"Ask Fors" are requests for suggestions from the audience. Improv actors receive some of their best material when the crowd shouts out simple, zany, and/or creative ideas.
Typical Ask Fors include questions such as, “Can I get a location?” or “Can I get an occupation?” However, they can be much more unusual and inventive. Once the audience suggestion is accepted, an improvised scene can begin. Performers utilize the audience’s “ask-for” and do their best to generate characters, conflict, and laughter.
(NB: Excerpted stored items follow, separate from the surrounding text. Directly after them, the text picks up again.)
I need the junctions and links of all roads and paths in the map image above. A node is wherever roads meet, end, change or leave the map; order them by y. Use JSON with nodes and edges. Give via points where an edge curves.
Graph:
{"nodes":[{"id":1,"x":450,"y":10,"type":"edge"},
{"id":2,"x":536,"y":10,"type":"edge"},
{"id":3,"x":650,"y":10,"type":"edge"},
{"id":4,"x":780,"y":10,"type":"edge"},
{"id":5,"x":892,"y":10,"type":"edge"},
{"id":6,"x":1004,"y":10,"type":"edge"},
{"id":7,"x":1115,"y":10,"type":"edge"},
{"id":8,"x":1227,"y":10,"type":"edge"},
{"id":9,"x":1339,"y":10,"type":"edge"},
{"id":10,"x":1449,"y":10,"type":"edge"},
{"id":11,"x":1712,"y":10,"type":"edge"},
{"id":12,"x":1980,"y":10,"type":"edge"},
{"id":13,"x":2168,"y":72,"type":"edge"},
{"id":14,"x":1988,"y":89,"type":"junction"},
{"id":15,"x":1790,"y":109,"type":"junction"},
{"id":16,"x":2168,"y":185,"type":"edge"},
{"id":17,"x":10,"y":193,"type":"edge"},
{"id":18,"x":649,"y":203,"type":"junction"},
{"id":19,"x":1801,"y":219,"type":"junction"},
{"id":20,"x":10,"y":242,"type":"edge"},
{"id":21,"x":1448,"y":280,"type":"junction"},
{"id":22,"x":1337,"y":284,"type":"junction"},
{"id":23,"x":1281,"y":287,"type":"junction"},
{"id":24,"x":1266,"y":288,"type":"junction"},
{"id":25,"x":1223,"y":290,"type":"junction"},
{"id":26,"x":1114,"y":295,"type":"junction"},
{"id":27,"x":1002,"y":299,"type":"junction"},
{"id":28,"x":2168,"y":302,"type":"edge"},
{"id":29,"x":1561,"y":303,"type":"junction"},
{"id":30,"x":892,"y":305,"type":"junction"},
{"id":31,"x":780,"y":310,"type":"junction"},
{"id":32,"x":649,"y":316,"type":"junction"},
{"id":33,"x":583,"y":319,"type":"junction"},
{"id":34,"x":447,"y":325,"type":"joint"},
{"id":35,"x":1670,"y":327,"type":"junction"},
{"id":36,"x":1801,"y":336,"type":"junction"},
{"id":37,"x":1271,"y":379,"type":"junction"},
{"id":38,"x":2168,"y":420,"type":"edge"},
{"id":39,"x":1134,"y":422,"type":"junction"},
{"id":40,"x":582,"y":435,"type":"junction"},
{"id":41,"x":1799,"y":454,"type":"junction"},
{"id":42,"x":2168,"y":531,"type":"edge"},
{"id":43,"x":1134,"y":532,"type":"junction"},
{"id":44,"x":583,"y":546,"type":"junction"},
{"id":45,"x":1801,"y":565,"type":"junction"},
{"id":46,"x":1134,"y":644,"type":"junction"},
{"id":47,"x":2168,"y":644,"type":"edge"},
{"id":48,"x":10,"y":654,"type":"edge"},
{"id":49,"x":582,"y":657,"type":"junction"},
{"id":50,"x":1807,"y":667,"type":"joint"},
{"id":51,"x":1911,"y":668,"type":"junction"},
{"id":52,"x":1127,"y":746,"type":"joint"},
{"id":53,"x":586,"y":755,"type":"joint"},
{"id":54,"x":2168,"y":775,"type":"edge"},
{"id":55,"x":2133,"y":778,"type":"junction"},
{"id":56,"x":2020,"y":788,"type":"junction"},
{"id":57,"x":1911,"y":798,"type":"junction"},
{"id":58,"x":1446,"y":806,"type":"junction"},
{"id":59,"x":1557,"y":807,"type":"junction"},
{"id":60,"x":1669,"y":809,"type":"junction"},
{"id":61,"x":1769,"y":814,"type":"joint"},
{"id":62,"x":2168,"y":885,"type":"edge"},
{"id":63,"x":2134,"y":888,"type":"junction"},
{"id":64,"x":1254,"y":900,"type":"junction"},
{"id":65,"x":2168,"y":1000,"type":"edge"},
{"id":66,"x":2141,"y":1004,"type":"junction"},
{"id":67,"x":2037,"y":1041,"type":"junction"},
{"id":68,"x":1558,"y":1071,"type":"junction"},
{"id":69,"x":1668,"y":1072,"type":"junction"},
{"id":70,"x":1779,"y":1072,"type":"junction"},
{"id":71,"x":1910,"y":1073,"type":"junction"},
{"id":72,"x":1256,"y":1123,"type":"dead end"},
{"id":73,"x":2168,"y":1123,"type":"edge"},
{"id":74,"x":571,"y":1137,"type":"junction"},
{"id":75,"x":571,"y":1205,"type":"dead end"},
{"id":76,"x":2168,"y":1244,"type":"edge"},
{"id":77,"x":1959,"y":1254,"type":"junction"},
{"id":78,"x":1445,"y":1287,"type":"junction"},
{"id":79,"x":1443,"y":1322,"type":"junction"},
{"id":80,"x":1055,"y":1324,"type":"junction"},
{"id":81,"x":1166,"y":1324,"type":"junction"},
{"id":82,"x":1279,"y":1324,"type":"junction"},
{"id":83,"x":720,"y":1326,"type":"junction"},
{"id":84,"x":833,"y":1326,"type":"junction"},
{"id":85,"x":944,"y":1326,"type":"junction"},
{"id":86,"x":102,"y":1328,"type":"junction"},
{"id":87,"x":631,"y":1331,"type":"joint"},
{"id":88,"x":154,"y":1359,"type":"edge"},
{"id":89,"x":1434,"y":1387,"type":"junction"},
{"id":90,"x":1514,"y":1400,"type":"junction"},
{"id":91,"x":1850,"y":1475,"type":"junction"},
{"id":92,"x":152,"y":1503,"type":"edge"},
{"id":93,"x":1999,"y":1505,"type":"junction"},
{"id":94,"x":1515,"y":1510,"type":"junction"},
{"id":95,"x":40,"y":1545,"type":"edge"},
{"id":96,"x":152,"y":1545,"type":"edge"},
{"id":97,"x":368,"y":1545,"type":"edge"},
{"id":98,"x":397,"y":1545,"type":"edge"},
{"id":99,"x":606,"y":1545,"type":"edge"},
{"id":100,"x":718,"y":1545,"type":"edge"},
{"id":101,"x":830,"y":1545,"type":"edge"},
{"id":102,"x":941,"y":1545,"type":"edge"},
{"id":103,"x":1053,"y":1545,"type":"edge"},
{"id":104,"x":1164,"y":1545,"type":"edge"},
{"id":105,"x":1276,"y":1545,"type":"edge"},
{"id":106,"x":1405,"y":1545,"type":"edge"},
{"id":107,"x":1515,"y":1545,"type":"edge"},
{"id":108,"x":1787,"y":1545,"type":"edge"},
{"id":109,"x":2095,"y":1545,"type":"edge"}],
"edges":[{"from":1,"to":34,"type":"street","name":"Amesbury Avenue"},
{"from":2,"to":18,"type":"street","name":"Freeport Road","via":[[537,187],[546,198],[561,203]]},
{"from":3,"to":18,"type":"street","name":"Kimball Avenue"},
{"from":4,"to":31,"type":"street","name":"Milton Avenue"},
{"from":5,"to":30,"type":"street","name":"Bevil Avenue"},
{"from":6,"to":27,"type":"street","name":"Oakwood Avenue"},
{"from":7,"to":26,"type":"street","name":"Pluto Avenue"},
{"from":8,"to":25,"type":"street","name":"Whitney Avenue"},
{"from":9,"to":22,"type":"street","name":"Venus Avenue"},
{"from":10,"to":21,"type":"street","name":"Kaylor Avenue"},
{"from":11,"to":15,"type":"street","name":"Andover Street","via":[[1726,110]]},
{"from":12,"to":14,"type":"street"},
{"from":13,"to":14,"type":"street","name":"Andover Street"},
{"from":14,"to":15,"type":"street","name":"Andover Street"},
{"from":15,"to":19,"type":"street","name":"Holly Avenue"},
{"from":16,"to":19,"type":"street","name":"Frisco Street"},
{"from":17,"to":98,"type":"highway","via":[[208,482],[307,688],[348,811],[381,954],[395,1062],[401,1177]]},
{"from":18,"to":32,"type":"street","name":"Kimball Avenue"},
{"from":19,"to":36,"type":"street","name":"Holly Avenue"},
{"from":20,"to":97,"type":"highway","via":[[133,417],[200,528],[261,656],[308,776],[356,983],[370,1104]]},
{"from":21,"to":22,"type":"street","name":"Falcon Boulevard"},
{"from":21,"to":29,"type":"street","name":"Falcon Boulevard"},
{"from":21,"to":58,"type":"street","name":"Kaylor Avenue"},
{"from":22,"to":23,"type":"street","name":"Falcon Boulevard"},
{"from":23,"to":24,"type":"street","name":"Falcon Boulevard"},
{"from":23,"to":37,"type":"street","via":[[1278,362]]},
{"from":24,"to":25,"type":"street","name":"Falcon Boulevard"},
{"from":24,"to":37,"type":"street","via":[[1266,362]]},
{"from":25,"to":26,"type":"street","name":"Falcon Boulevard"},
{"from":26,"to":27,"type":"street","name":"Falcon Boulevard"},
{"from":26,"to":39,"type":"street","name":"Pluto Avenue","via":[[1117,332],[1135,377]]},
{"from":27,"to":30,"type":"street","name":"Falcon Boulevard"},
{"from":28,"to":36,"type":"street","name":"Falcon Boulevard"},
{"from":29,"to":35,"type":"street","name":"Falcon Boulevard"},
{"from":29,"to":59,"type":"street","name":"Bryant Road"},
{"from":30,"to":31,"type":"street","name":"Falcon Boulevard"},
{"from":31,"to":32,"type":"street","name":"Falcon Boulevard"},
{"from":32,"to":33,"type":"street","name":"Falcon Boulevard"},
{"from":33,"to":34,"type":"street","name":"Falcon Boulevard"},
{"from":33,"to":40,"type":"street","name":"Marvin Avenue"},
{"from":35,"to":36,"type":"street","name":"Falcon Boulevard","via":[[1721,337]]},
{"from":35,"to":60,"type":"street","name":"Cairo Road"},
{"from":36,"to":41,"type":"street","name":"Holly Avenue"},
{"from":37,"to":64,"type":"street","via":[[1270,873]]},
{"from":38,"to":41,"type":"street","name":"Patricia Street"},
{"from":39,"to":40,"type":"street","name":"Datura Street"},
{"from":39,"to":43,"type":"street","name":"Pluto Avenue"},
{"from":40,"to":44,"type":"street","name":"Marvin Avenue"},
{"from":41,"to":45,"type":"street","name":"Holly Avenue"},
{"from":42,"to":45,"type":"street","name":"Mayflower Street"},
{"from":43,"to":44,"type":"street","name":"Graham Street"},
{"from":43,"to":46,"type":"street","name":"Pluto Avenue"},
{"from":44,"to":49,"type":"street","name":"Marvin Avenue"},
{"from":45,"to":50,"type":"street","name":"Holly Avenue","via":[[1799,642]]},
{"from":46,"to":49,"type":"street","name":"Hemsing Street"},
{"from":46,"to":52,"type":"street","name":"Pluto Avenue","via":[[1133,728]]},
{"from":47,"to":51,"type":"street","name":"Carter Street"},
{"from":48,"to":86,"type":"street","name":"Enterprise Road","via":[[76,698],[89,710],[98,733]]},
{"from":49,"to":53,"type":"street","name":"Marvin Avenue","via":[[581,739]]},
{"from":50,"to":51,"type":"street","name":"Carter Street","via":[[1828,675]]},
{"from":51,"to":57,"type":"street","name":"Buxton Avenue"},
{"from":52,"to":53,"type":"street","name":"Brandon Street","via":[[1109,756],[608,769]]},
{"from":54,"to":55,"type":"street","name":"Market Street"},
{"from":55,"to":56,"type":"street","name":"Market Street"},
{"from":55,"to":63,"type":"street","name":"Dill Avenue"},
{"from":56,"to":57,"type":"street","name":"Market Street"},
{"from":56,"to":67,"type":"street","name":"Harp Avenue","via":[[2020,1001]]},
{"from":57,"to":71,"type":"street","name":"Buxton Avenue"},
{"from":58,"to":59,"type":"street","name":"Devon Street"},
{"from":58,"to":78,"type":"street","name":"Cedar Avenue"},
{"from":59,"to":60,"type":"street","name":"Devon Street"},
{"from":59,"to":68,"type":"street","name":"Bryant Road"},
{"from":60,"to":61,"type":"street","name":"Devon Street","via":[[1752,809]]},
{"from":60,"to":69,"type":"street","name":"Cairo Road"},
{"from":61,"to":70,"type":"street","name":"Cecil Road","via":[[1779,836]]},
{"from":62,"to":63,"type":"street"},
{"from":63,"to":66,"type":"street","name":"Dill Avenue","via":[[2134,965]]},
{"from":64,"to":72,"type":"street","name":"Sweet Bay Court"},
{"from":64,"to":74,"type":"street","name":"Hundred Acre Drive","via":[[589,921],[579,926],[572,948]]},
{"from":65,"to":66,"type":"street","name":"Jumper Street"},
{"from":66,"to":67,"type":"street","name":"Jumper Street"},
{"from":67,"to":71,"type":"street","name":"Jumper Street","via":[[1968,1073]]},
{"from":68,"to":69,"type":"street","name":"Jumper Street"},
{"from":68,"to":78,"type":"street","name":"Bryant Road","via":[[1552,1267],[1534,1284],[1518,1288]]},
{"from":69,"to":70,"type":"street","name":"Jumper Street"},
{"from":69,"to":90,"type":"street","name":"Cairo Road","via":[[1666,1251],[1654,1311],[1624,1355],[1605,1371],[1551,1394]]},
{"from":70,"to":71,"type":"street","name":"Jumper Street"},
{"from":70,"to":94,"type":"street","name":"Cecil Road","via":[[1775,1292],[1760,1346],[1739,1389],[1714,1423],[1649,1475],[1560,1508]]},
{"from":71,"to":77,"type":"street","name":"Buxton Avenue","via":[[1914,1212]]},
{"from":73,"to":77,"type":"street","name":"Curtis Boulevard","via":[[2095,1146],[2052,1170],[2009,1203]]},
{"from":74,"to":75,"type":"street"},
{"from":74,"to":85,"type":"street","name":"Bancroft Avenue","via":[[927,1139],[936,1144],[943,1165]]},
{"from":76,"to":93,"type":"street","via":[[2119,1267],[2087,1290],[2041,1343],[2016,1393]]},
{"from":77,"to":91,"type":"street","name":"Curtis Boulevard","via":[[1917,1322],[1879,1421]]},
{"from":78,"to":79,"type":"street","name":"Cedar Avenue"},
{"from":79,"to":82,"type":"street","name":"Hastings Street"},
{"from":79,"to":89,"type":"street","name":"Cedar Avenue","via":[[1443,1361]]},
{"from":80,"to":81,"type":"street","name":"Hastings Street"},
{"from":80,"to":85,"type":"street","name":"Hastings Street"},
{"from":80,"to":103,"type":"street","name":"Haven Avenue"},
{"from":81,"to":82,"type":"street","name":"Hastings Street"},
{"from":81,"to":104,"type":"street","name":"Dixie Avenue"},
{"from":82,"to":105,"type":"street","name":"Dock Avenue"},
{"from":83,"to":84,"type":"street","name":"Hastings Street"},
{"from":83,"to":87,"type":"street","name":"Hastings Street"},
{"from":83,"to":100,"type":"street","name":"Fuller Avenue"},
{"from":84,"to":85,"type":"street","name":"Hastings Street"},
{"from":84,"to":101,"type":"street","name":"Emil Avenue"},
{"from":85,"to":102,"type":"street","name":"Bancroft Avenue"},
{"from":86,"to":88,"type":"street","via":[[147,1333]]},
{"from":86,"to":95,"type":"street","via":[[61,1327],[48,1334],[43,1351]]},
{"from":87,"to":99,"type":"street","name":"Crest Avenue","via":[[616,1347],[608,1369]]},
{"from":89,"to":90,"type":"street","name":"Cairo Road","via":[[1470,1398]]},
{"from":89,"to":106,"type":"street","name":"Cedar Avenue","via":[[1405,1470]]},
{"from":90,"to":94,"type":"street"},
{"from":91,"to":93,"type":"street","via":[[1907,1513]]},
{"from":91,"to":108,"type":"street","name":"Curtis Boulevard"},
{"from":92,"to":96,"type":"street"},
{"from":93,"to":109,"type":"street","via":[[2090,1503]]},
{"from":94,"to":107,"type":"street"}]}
Would you like to create some Ask Fors of your own? Try this: Write a list of words from A to Z. (Ex: Animal, Body, Career, Dinner, Etc.). Then, create sentences or questions which ask information from a potential audience.
Here’s my list of Ask-Fors:
An animal you would not expect to find in an apartment?
A part of the human body?
A poor career choice?
A historical figure you would like to invite for dinner?
A celebrity you would not want to meet in an elevator?
A product known for false advertising?
A board game?
The worst location for a resort hotel?
A brand new invention?
The punch-line of a really corny joke?
A person you would not expect to be a karate instructor?
A foreign language?
The first thing you would buy after winning the lotto?
Fill in the blank: “I am a professor of (BLANK) – ology.”
A person you would not want to meet at a nude beach?
A phobia?
A topic for a pop-quiz?
An unlikely subject for a rap song?
A really cool super power?
A title of a television show?
An occupation that requires a uniform?
The wrong place to take a date on Valentine’s Day?
A place you would not expect to find a weather man?
Something you would not find in an X-Ray?
The name of a yoga position?
The name of the new exhibit at the zoo?